国宝『大太刀 銘 備州長船倫光・貞治五年二月日』

大太刀は、鎌倉末~南北朝時代に流行した長大な太刀で、「野太刀」とも、大きすぎて肩に担いだことから「背負い太刀」とも呼ばれる。 この大太刀は、備前国(現在の岡山県)長船派の刀工「倫光」の作で、倫光は兼光の弟とも弟子ともいわれる。

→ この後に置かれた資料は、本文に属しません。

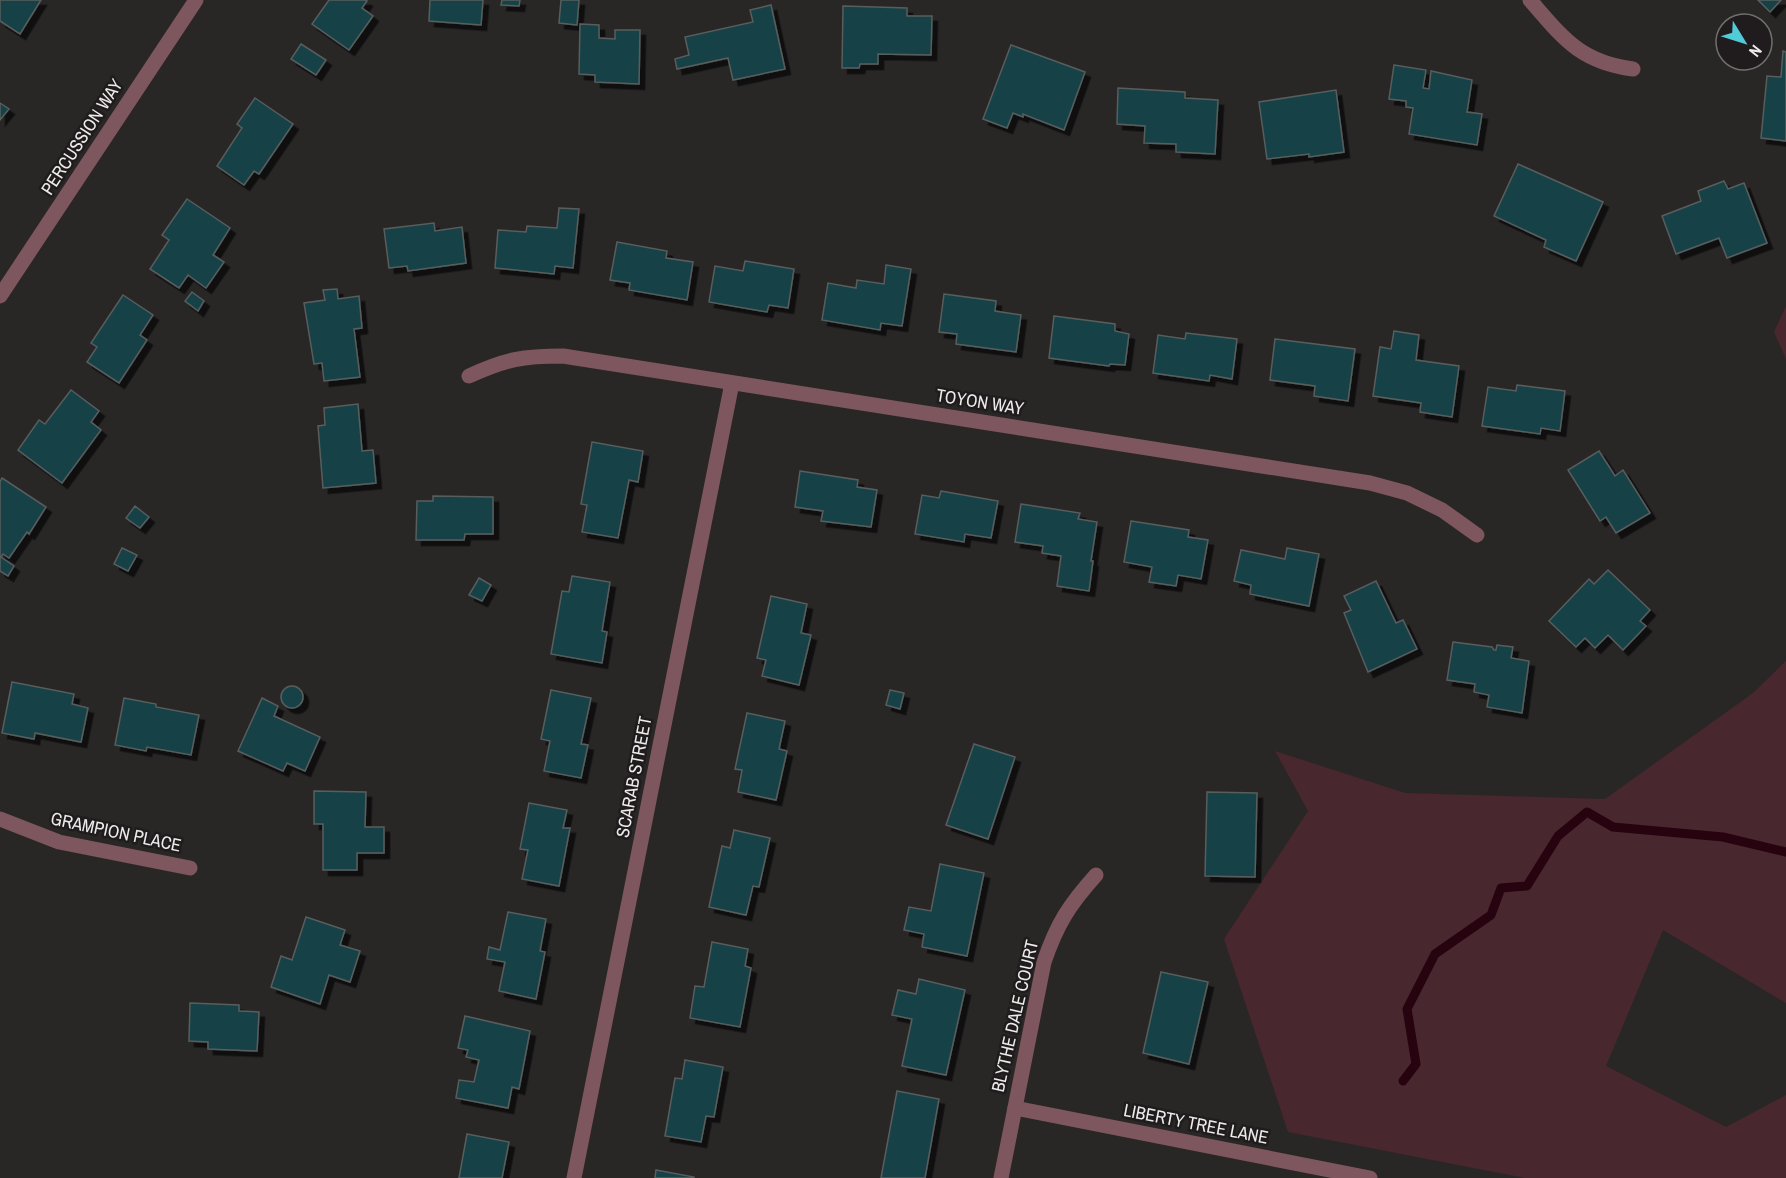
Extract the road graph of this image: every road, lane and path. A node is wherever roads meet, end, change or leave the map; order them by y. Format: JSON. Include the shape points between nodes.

幅が太く、樋という溝が彫られており、樋と茎の間には表に倶利迦羅竜が、裏に梵字が彫られている。 銘は、表「備州長船倫光」 裏「貞治五年二月日」とある。 刀身より後の時代に作られたと推定される「野太刀拵」が残る。

この国宝を観るには

日光中禅寺湖畔に建つ「日光二荒山神社」の所有で、神社に隣接する宝物館で、重文「祢々切丸」などと共に、原則的に常時展示されている。

文化財指定データ

【台帳・管理ID】201-379
【指定番号】00091-00
【指定名称】大太刀〈銘備州長船倫光/貞治五年二月日〉
【ふりがな】おおたち〈めいびしゅうおさふねともみつ/じょうじごねんにがつひ〉
【員数】1口
【時代・年】貞治5年(1366年)
【寸法・重量】身長126.0cm、反り5.8cm、元幅4.5cm、先幅3.0cm、鋒長8.2cm、茎長33.3強cm
【品質・形状】鎬造、庵棟、先反ごころ高し、大鋒。鍛板目肌約り、地沸つき、地景入り、乱映立つ。刃文互の目、下半表裏とも丁子交じり、足葉頻りに入り、匂口締まりごころに小沸つく。
【画賛・銘等】表「備州長船倫光」 裏「貞治五年二月日」
【所有者】二荒山神社
【国宝指定日】1953.03.31
【説明】備前長船兼光の門と伝える倫光の傑作で、当時流行の大太刀である。大作の中では鍛えが良く、刃文も迫力があり、彫物も見事である。全体に保存状態がよく、大山祇神社の大太刀の他には類例がないものである。